TASK OBJECTIVE: Copy the records below exactly as they are written.

LISTED RECORDS:

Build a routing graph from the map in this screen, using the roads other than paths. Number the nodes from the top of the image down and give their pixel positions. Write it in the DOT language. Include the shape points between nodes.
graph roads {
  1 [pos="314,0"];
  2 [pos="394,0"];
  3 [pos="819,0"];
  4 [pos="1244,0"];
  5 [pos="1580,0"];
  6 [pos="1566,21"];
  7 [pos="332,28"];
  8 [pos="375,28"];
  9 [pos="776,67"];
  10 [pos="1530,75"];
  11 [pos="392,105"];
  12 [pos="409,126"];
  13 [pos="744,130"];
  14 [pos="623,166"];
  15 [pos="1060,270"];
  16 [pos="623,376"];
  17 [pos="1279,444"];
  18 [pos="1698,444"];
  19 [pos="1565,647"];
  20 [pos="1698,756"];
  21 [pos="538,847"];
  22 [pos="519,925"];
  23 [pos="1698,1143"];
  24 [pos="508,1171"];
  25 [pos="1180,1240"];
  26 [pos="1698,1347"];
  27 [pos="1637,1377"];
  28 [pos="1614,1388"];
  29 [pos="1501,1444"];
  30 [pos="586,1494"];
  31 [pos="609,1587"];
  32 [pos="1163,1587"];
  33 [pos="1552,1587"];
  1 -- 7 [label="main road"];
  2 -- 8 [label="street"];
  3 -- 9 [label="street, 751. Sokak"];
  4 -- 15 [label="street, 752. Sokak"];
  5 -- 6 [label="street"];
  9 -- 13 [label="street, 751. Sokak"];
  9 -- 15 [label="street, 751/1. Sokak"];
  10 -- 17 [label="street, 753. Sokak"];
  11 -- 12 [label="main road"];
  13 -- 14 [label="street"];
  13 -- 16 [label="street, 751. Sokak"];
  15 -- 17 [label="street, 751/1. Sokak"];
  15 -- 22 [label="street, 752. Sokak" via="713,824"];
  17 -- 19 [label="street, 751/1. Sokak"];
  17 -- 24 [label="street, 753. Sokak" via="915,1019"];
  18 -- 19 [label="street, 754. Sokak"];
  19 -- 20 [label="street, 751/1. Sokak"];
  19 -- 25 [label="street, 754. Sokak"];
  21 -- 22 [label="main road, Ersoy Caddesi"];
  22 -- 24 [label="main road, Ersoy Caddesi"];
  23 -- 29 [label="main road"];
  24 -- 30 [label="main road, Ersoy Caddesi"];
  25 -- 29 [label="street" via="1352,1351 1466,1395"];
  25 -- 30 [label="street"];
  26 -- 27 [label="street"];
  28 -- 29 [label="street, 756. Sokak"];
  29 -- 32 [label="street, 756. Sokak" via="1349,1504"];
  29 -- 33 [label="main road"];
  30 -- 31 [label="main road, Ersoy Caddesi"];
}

YOUR SOLUTION:
Build a routing graph from the map in this screen, using the roads other than paths. Number the nodes from the top of the image down and give their pixel positions. Write it in the DOT language. Include the shape points between nodes.
graph roads {
  1 [pos="314,0"];
  2 [pos="394,0"];
  3 [pos="819,0"];
  4 [pos="1244,0"];
  5 [pos="1580,0"];
  6 [pos="1566,21"];
  7 [pos="332,28"];
  8 [pos="375,28"];
  9 [pos="776,67"];
  10 [pos="1530,75"];
  11 [pos="392,105"];
  12 [pos="409,126"];
  13 [pos="744,130"];
  14 [pos="623,166"];
  15 [pos="1060,270"];
  16 [pos="623,376"];
  17 [pos="1279,444"];
  18 [pos="1698,444"];
  19 [pos="1565,647"];
  20 [pos="1698,756"];
  21 [pos="538,847"];
  22 [pos="519,925"];
  23 [pos="1698,1143"];
  24 [pos="508,1171"];
  25 [pos="1180,1240"];
  26 [pos="1698,1347"];
  27 [pos="1637,1377"];
  28 [pos="1614,1388"];
  29 [pos="1501,1444"];
  30 [pos="586,1494"];
  31 [pos="609,1587"];
  32 [pos="1163,1587"];
  33 [pos="1552,1587"];
  1 -- 7 [label="main road"];
  2 -- 8 [label="street"];
  3 -- 9 [label="street, 751. Sokak"];
  4 -- 15 [label="street, 752. Sokak"];
  5 -- 6 [label="street"];
  9 -- 13 [label="street, 751. Sokak"];
  9 -- 15 [label="street, 751/1. Sokak"];
  10 -- 17 [label="street, 753. Sokak"];
  11 -- 12 [label="main road"];
  13 -- 14 [label="street"];
  13 -- 16 [label="street, 751. Sokak"];
  15 -- 17 [label="street, 751/1. Sokak"];
  15 -- 22 [label="street, 752. Sokak" via="713,824"];
  17 -- 19 [label="street, 751/1. Sokak"];
  17 -- 24 [label="street, 753. Sokak" via="915,1019"];
  18 -- 19 [label="street, 754. Sokak"];
  19 -- 20 [label="street, 751/1. Sokak"];
  19 -- 25 [label="street, 754. Sokak"];
  21 -- 22 [label="main road, Ersoy Caddesi"];
  22 -- 24 [label="main road, Ersoy Caddesi"];
  23 -- 29 [label="main road"];
  24 -- 30 [label="main road, Ersoy Caddesi"];
  25 -- 29 [label="street" via="1352,1351 1466,1395"];
  25 -- 30 [label="street"];
  26 -- 27 [label="street"];
  28 -- 29 [label="street, 756. Sokak"];
  29 -- 32 [label="street, 756. Sokak" via="1349,1504"];
  29 -- 33 [label="main road"];
  30 -- 31 [label="main road, Ersoy Caddesi"];
}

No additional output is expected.